EXERCISE OBJECTIVE
Search the data for "points". Return each matching line.

(Collected data)
━━━

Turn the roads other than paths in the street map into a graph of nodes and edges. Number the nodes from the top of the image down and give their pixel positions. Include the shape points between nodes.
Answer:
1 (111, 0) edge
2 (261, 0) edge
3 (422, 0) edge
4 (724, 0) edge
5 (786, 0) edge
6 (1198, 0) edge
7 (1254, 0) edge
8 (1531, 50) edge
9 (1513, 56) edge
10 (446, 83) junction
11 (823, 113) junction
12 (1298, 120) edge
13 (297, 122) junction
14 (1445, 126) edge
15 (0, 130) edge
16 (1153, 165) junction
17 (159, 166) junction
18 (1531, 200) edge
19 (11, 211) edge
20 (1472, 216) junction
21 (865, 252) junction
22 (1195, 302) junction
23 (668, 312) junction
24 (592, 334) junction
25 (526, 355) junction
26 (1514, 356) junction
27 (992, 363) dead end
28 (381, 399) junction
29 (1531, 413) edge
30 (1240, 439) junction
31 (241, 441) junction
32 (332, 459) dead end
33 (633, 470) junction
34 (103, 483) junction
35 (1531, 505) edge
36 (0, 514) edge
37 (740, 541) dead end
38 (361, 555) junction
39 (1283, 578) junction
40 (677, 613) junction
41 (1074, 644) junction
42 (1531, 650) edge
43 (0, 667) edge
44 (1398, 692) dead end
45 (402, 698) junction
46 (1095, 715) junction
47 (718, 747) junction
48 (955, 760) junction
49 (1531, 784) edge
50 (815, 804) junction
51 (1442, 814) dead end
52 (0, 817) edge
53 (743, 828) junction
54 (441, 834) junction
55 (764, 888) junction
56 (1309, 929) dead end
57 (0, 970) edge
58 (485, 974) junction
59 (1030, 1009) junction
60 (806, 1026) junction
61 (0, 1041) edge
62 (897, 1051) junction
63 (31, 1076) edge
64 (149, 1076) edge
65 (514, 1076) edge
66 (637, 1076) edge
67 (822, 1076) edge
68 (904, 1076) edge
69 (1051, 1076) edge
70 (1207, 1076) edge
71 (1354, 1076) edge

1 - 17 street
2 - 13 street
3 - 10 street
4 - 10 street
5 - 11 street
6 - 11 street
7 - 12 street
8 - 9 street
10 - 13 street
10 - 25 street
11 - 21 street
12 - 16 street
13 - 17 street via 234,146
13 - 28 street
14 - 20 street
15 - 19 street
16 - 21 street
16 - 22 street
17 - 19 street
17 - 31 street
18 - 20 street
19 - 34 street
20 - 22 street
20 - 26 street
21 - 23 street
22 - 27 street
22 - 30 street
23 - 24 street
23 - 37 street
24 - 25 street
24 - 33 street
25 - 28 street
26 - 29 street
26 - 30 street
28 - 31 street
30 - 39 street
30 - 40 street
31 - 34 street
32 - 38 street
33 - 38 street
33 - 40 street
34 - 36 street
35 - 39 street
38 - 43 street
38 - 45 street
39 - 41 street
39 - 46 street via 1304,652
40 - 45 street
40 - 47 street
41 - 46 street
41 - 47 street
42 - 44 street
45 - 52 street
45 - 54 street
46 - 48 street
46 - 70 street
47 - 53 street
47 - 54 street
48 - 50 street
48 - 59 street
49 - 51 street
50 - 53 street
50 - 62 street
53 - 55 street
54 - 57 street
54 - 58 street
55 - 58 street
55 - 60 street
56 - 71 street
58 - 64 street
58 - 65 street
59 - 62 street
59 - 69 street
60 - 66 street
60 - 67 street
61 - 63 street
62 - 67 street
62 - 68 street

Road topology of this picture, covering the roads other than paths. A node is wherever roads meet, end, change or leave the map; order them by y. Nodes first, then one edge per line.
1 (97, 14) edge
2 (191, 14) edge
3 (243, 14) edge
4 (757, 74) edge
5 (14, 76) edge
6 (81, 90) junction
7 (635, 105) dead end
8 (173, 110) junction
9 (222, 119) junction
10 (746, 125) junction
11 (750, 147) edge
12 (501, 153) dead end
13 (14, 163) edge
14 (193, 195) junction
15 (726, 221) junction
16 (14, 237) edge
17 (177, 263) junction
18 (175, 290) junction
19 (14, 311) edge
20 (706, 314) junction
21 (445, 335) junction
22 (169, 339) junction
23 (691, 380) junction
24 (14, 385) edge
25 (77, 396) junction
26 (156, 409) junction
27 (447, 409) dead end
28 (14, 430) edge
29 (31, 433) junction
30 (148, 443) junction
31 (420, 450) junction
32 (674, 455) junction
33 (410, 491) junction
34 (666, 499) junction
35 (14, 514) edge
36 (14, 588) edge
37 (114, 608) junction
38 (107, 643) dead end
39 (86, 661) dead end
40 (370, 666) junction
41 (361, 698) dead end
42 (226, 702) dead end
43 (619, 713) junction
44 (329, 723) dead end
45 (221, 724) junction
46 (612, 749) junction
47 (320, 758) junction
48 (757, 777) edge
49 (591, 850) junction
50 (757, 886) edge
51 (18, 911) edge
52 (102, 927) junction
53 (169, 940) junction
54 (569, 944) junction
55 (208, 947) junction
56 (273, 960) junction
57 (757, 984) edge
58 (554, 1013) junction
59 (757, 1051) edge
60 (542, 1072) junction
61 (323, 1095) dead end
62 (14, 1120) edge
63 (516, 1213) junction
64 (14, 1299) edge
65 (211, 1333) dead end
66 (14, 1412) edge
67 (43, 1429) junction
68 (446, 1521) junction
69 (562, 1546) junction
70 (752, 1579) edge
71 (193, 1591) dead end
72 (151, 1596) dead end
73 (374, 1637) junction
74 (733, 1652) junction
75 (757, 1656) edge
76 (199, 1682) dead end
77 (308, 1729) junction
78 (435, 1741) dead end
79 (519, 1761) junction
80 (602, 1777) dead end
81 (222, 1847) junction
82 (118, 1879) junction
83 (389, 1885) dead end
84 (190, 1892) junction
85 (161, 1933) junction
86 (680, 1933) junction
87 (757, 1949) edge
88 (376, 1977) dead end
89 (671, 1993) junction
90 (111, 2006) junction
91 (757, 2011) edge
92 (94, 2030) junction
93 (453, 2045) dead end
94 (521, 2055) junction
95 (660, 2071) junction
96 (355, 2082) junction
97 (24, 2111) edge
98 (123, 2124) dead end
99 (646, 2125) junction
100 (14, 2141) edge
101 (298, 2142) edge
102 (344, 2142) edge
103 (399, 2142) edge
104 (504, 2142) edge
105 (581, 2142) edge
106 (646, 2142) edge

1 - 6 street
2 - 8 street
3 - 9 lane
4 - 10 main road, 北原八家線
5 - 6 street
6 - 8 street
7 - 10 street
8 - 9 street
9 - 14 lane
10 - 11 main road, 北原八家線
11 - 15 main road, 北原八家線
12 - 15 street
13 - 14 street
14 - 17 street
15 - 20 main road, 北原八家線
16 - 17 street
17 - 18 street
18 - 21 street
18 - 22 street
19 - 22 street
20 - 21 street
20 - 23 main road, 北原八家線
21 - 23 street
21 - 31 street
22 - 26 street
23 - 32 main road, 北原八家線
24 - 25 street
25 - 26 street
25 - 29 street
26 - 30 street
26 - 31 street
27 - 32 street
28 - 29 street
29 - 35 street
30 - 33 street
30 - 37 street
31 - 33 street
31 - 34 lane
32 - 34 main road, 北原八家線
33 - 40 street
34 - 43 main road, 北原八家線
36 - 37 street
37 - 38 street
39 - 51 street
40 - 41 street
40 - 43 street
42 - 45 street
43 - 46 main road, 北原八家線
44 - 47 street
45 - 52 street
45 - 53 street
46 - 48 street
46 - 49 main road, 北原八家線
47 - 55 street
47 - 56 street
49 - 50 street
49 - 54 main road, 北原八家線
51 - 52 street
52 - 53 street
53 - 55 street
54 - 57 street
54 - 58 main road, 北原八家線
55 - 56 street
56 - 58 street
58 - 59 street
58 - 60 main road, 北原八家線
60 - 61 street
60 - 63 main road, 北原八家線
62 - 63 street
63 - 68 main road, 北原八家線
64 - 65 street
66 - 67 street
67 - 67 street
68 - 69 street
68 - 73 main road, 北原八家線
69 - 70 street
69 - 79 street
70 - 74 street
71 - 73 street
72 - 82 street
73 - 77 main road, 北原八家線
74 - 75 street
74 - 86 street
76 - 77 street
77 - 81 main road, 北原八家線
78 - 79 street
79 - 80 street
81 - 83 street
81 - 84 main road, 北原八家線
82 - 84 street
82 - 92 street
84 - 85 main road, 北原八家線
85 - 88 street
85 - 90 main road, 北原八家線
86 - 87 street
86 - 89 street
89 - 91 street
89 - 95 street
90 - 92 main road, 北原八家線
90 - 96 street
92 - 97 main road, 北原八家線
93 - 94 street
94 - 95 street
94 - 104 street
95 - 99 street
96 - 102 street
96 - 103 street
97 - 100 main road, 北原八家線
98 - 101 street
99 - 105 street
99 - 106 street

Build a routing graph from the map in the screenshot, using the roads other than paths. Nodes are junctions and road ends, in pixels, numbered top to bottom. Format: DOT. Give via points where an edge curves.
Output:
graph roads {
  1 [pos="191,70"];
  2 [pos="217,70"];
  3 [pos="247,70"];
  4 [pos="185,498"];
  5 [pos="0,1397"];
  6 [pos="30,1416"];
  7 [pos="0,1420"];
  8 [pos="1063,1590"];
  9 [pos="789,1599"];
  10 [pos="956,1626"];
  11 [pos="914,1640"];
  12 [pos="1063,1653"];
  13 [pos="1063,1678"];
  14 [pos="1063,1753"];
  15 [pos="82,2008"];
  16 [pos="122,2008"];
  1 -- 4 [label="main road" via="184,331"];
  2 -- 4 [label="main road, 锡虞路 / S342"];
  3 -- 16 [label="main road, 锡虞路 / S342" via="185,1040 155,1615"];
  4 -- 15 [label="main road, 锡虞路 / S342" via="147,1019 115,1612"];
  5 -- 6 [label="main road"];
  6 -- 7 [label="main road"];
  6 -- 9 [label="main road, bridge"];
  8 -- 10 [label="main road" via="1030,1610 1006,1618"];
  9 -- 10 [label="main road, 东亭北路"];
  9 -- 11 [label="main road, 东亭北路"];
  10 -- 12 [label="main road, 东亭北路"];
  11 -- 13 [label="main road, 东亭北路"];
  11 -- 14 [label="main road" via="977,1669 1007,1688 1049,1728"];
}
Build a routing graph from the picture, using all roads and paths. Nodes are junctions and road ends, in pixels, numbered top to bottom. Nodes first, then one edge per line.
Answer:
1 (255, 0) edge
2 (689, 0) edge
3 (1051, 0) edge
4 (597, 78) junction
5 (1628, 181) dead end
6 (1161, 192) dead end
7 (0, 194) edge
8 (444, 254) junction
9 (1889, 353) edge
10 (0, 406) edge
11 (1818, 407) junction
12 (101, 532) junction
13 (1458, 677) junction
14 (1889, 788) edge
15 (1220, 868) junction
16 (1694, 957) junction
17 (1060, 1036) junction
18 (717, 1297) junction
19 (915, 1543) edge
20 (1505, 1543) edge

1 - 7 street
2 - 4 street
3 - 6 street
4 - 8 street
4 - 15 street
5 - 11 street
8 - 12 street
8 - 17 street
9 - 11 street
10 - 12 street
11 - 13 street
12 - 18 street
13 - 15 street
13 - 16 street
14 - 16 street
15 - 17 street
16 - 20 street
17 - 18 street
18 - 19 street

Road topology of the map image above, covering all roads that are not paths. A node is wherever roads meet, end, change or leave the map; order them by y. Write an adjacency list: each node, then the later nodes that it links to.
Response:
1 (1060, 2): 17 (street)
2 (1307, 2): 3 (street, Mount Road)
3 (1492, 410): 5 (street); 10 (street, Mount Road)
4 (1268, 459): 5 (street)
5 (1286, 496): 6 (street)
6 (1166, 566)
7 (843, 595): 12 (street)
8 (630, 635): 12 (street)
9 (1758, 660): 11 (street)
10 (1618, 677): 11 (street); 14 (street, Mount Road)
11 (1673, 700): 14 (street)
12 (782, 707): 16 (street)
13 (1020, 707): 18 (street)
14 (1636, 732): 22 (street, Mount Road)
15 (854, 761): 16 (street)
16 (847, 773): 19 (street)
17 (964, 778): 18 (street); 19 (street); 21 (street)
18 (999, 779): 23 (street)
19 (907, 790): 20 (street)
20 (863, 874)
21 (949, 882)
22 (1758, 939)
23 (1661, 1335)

━━━

TASK OUTPUT
Turn the roads other than paths in the street map into a graph of nodes and edges. Number the nodes from the top of the image down and give their pixel positions. Include the shape points between nodes.
Build a routing graph from the map in the screenshot, using the roads other than paths. Nodes are junctions and road ends, in pixels, numbered top to bottom. Format: DOT. Give via points where an edge curves.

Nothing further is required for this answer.